SSD guidelines mandate the creation of contingency plans for securing education during crises. For nomadic communities, this could take the form of deploying mobile security units, early warning systems, or community-led initiatives to protect schools, teachers, and learners.

The SSD recommends support for children affected by attacks. For nomadic children traumatised by terrorism or abduction, policy experts argue that mental health programmes and reintegration services would ensure they can continue education in a supportive environment.

SSD encourages governments to work with international organisations, non-profits, and communities in addressing education-related challenges. For Nigeria, this means leveraging partnerships to adopt and adapt innovative education models such as mobile schools.

In 2022, a finance plan for the Safe School Initiative (SSI) was launched, outlining investment totalling ₦144.8 billion over a four-year term to protect 62,271 at-risk schools and their learners, teachers, and nonteaching staff from attacks. 

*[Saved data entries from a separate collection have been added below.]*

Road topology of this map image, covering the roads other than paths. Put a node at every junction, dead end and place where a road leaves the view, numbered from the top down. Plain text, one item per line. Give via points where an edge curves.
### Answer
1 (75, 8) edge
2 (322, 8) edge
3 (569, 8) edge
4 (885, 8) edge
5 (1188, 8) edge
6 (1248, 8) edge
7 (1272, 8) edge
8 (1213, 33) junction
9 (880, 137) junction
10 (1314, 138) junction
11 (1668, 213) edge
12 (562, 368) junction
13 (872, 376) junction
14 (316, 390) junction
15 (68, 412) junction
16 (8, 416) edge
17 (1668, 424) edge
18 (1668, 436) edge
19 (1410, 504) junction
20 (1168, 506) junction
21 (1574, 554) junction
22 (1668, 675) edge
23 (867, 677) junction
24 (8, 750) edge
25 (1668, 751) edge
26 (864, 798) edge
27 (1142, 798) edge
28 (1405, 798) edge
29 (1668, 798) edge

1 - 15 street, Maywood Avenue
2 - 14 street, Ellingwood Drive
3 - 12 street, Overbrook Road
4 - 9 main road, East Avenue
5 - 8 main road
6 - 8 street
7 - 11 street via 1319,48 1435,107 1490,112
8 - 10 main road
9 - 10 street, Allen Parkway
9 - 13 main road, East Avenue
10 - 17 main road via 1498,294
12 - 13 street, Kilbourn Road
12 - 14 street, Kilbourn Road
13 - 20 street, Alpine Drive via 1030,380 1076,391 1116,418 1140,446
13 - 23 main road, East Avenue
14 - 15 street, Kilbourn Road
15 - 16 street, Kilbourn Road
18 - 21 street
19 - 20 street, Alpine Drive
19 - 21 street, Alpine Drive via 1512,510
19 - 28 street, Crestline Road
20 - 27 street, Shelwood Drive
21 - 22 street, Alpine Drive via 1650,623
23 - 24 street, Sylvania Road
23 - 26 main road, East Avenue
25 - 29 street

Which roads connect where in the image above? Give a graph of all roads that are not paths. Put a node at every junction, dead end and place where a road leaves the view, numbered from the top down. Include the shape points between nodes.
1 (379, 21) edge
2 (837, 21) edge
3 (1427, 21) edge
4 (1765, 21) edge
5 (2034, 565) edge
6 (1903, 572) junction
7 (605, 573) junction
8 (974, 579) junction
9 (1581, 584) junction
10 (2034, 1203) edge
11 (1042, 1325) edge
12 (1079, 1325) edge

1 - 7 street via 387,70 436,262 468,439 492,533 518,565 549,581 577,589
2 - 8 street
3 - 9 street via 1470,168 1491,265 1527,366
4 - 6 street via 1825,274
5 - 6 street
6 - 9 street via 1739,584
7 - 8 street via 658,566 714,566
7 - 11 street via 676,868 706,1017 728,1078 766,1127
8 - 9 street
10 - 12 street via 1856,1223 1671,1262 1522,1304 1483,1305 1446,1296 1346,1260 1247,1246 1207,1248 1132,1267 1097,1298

Nigeria was to spend  ₦32.58 billion in 2023, ₦36.98 billion in 2024, ₦37.15 billion in 2025, and ₦38.03 billion in 2026. But budget funding has not materialised as planned, with the government setting aside a comparatively paltry ₦15 billion in 2023 and ₦5.01 billion in 2024 for the SSI. Budget analysis for both years also showed no structured and holistic funding for projects related to the SSI. 

So, while the SSI laid a strong groundwork for safer learning environments, its uneven and inconsistent implementation has left many public schools, more so those serving nomadic populations, vulnerable to ongoing threats. As a result, the low-hanging response by states to persisting attacks and student abductions was to close those schools.

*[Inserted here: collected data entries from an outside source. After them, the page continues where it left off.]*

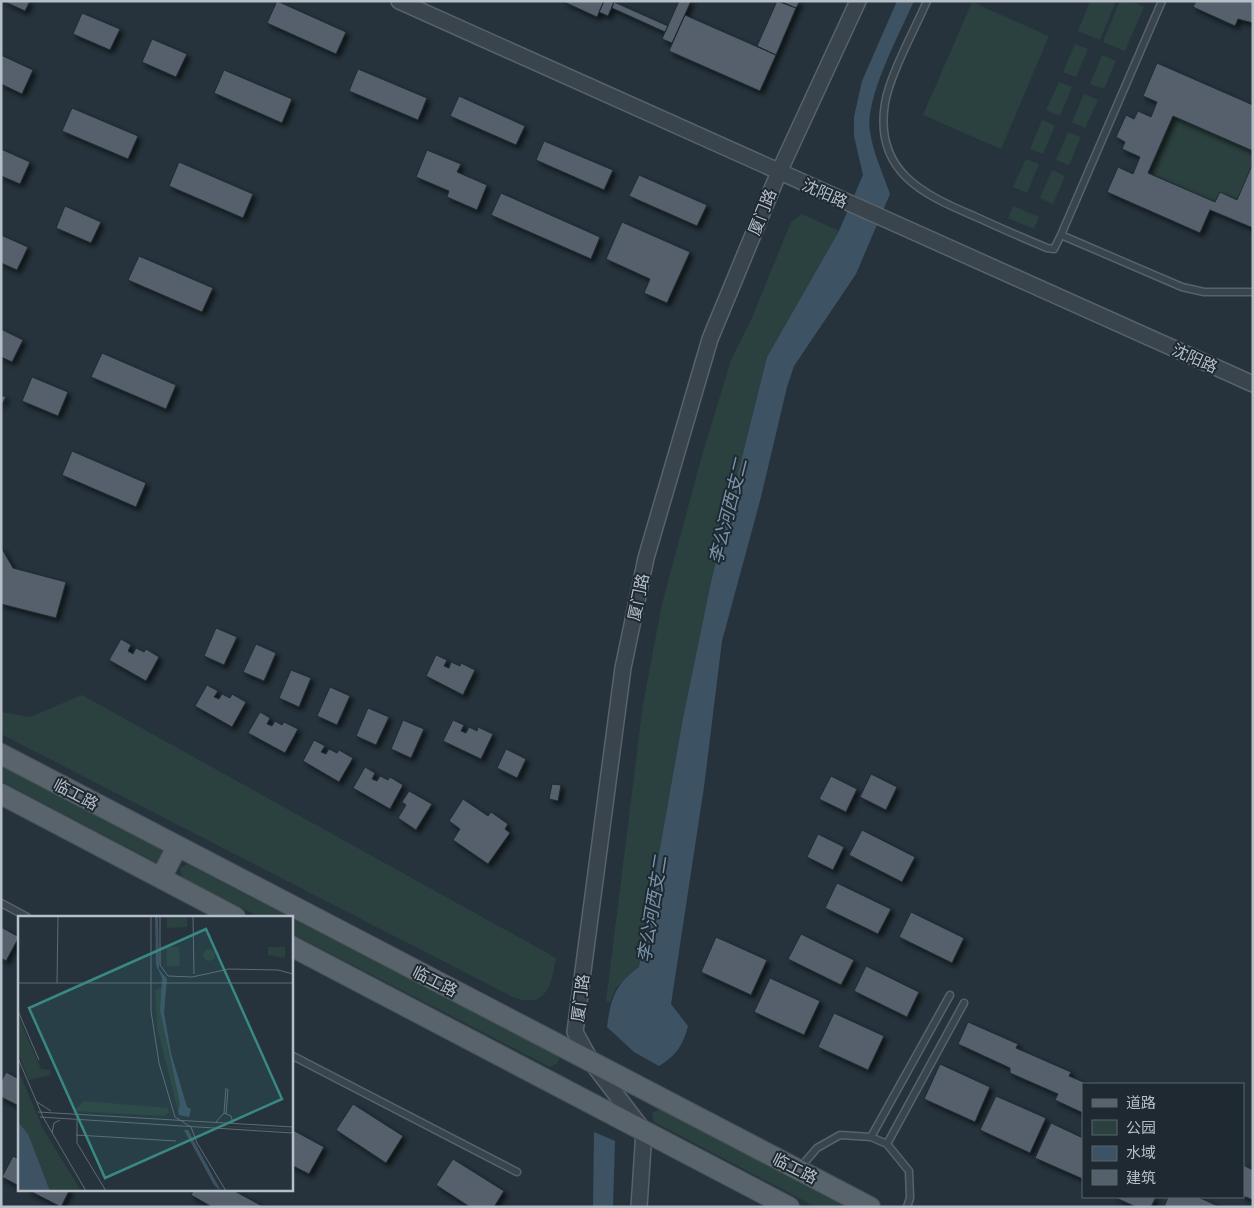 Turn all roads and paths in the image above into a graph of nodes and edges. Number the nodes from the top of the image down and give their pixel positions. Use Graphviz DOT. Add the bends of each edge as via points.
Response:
graph roads {
  1 [pos="398,1"];
  2 [pos="858,1"];
  3 [pos="927,1"];
  4 [pos="1162,1"];
  5 [pos="779,172"];
  6 [pos="1061,235"];
  7 [pos="1253,292"];
  8 [pos="1253,384"];
  9 [pos="1,754"];
  10 [pos="1,794"];
  11 [pos="176,847"];
  12 [pos="161,878"];
  13 [pos="1,903"];
  14 [pos="25,916"];
  15 [pos="233,916"];
  16 [pos="292,947"];
  17 [pos="950,995"];
  18 [pos="964,1003"];
  19 [pos="292,1056"];
  20 [pos="592,1063"];
  21 [pos="644,1131"];
  22 [pos="871,1137"];
  23 [pos="887,1144"];
  24 [pos="799,1170"];
  25 [pos="517,1172"];
  26 [pos="639,1207"];
  27 [pos="789,1207"];
  28 [pos="870,1207"];
  29 [pos="907,1207"];
  1 -- 5 [label="street, 沈阳路"];
  2 -- 5 [label="street, 厦门路"];
  3 -- 6 [label="lane" via="885,103 886,137 900,171 913,185 933,198 1047,248 1054,249"];
  4 -- 6 [label="lane"];
  5 -- 8 [label="street, 沈阳路"];
  5 -- 20 [label="street, 厦门路" via="710,339 646,558 625,658 575,1032"];
  6 -- 7 [label="lane" via="1182,288 1204,292"];
  9 -- 11 [label="main road, 临工路"];
  10 -- 12 [label="main road"];
  11 -- 12 [label="main road"];
  11 -- 20 [label="main road, 临工路"];
  12 -- 15 [label="main road"];
  13 -- 14 [label="lane"];
  16 -- 21 [label="main road"];
  17 -- 22 [label="lane"];
  18 -- 23 [label="lane"];
  19 -- 25 [label="lane"];
  20 -- 21 [label="street, 厦门路"];
  20 -- 24 [label="main road, 临工路"];
  21 -- 26 [label="street"];
  21 -- 27 [label="main road"];
  22 -- 23 [label="lane"];
  22 -- 24 [label="lane" via="840,1135 817,1148"];
  23 -- 29 [label="lane" via="909,1171"];
  24 -- 28 [label="main road, 临工路"];
}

Badar Musa worked with Nigeria’s education ministry and the Education in Emergencies Working Group, a coalition of government stakeholders, the UN, multinational non-profits, and other stakeholders. He participated in projects that informed Nigeria’s policies around safe schools before joining Save The Children International’s office in Nigeria as an advocacy campaign and policy manager. 

Musa said Nigeria tapped the newfound SSI funding in February 2023 to create a national safe schools coordination centre domiciled at the headquarters of the National Safety and Civil Defense Corps (NSCDC), where all Nigerian security agencies and MDAs are represented.

“By 2024, the centre had prevented 86 attacks on education nationwide. If it gets intelligence about impending attacks, the HQ alerts relevant security agencies around the threatened location,” he said.

“The centre is still registering all schools in Nigeria on their database with precise coordinates and contact persons. About 11,000 schools have been registered.”

In 2024, UNICEF analysed the implementation of Nigeria’s minimum standards for safe schools, which guides the domestication of the SSD, across a sample of states in the northwest and northeast. The agency reported a “minimal implementation rate” with an average score of 42 per cent as of 2023. Its findings concluded that “a significant gap between policy formulation and its execution” persists. 

“Education has deteriorated. Nomadic education is at a higher disadvantage because it is non-formal, which is underfunded. If we can’t protect non-formal schools, how much more the ones located in coordinated environments?” said Musa over a video conference.

Nigeria is desperate to cut its alarming out-of-school children rate, integrate informal schooling into formal systems, and work out an accelerated basic education scheme for over-age underserved people in a scramble to score more positive development indices.

Yet, an observation of grassroots realities indicates that nomadic children remain no more than an afterthought.